7. The method according to claim 5, characterized in that, Based on the unit's operating status indicators after pitch control, the calculation parameters for the current lead time are corrected through feedback, specifically including: The maximum overshoot of generator speed, the time to recover to a stable speed, and the fatigue cost of pitch control after pitch adjustment are collected as the operating status indicators of the unit. When the maximum overshoot of the generator speed is greater than the first preset threshold, or the time for the speed to recover to a stable state is greater than the second preset threshold, it is determined to be an under-lead state. When the pitch control frequency is higher than the historical average and the maximum overshoot of the generator speed is less than the third preset threshold, it is determined to be an over-leading state. Based on the under-leading state or the over-leading state, the first proportional coefficient, the second proportional coefficient, the third proportional coefficient, and / or the reference lead time are adjusted in a closed loop.

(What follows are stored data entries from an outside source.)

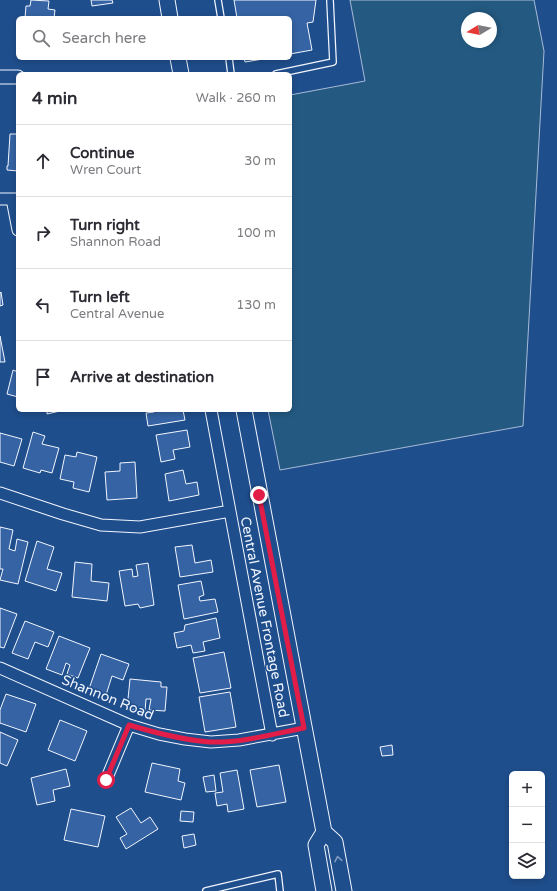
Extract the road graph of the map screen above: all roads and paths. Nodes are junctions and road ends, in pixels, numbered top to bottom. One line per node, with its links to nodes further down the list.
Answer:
1 (167, 0): 4 (main road)
2 (218, 0): 5 (lane)
3 (330, 0): 10 (lane)
4 (170, 16)
5 (221, 16)
6 (178, 60): 8 (main road)
7 (228, 60): 9 (lane)
8 (181, 72)
9 (232, 72)
10 (286, 72)
11 (0, 77): 12 (street)
12 (16, 77)
13 (0, 199): 14 (street)
14 (15, 199): 15 (street)
15 (16, 209)
16 (211, 412): 19 (street, Central Avenue Frontage Road)
17 (244, 412): 22 (main road)
18 (0, 493): 19 (street)
19 (230, 511): 23 (street, Central Avenue Frontage Road)
20 (0, 668): 21 (street, Shannon Road)
21 (129, 725): 23 (street, Shannon Road); 24 (street)
22 (304, 728): 23 (street, Shannon Road); 25 (main road)
23 (272, 735)
24 (106, 780)
25 (324, 832): 28 (main road); 29 (main road, one-way to 25)
26 (206, 891): 27 (lane)
27 (280, 891)
28 (324, 891)
29 (344, 891)

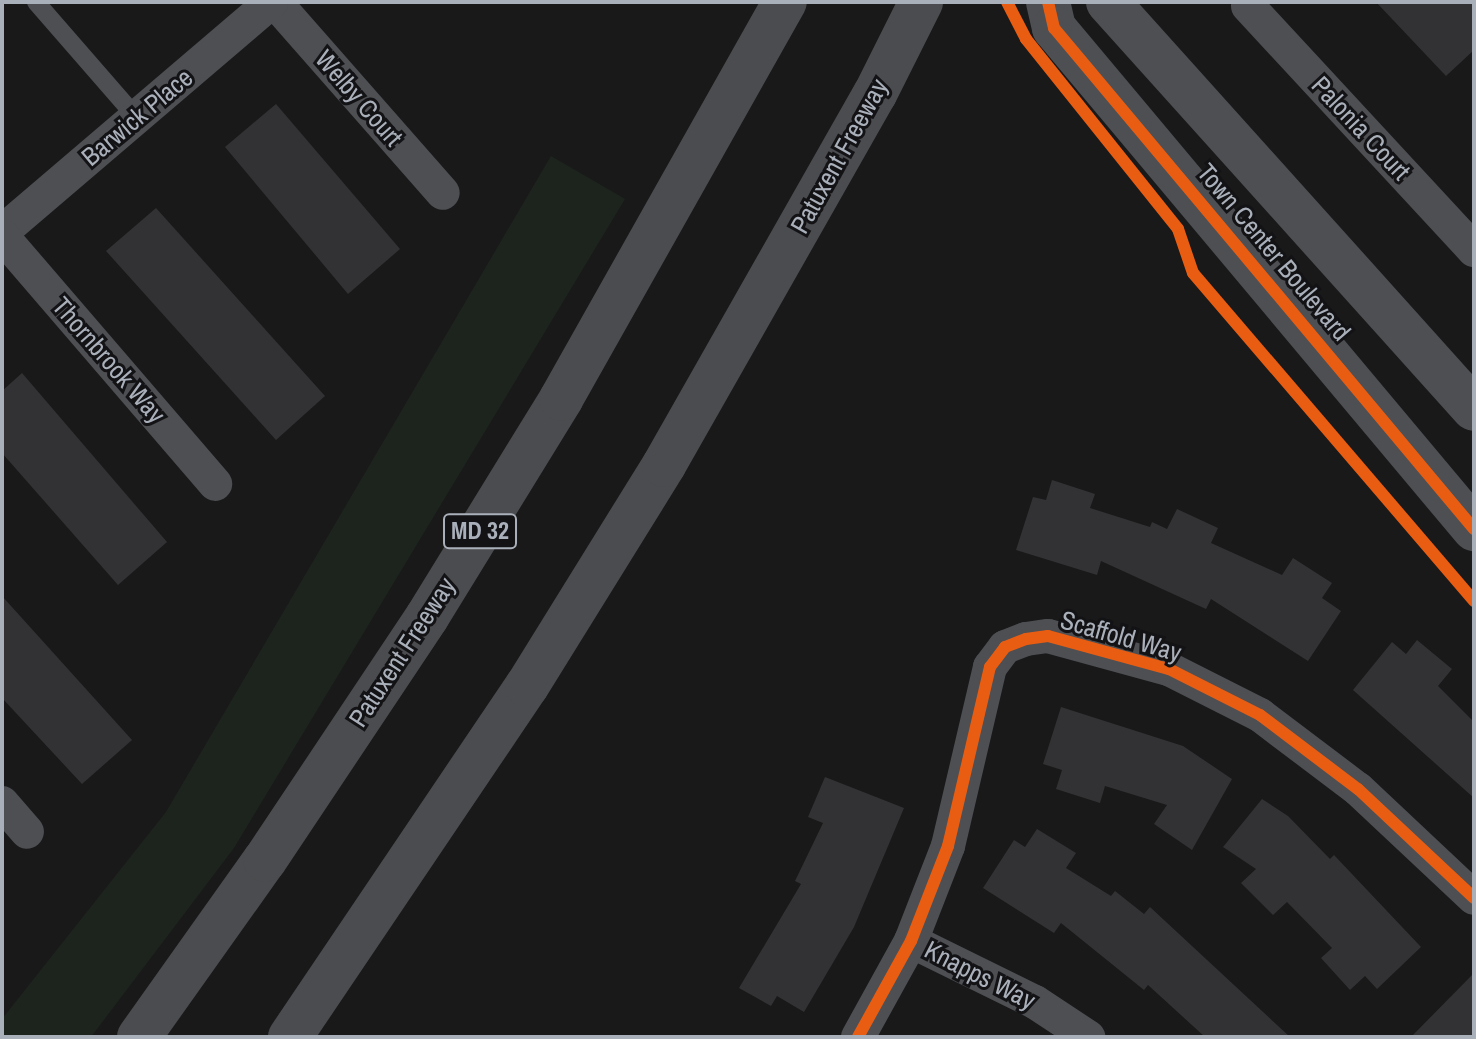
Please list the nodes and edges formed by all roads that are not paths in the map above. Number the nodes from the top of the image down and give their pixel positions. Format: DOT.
graph roads {
  1 [pos="36,2"];
  2 [pos="273,2"];
  3 [pos="785,2"];
  4 [pos="921,2"];
  5 [pos="1048,2"];
  6 [pos="1108,2"];
  7 [pos="1248,6"];
  8 [pos="136,117"];
  9 [pos="443,193"];
  10 [pos="2,234"];
  11 [pos="1474,250"];
  12 [pos="1474,409"];
  13 [pos="215,484"];
  14 [pos="1474,529"];
  15 [pos="2,803"];
  16 [pos="27,832"];
  17 [pos="1474,898"];
  18 [pos="911,941"];
  19 [pos="139,1037"];
  20 [pos="290,1037"];
  21 [pos="858,1037"];
  22 [pos="1088,1037"];
  1 -- 8 [label="lane"];
  2 -- 8 [label="street, Barwick Place"];
  2 -- 9 [label="street, Welby Court"];
  3 -- 19 [label="highway, Patuxent Freeway / MD 32"];
  4 -- 20 [label="highway, Patuxent Freeway"];
  5 -- 14 [label="street, Town Center Boulevard"];
  6 -- 12 [label="street, Town Center Boulevard"];
  7 -- 11 [label="street, Palonia Court"];
  8 -- 10 [label="street, Barwick Place"];
  10 -- 13 [label="street, Thornbrook Way"];
  15 -- 16 [label="street"];
  17 -- 18 [label="street, Scaffold Way"];
  18 -- 21 [label="street, Scaffold Way"];
  18 -- 22 [label="street, Knapps Way"];
}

8. An adaptive advance pitch control system for a wind turbine generator, characterized in that, include: The wind condition sensing module is used to acquire characteristic parameters that characterize the trend of wind speed changes in front of the wind turbine. The delay identification module is used to identify the actual response delay of the pitch actuator based on the timing difference between the pitch command issuance time and the actual pitch angle change time. The time calculation module is used to calculate the current lead time based on the characteristic parameters and the actual response delay; The instruction generation module is used to perform delay processing on the forward wind speed signal based on the current lead time to generate a predicted wind speed, and generate a feedforward pitch instruction based on the predicted wind speed. The feedback correction module is used to correct the calculation parameters of the current lead time based on the unit's operating status indicators after the pitch control operation.
9. An electronic device, characterized in that, It includes a processor, a communication interface, a memory, and a communication bus, wherein the processor, the communication interface, and the memory communicate with each other through the communication bus; Memory, used to store computer programs; When a processor executes a program stored in a memory, it implements the steps of the adaptive advance pitch control method for the wind turbine generator as described in any one of claims 1-7.
10. A computer storage medium, characterized in that, The computer storage medium stores a computer program, which, when executed by a processor, implements the steps of the adaptive advance pitch control method for any of the wind turbines described in claims 1-7.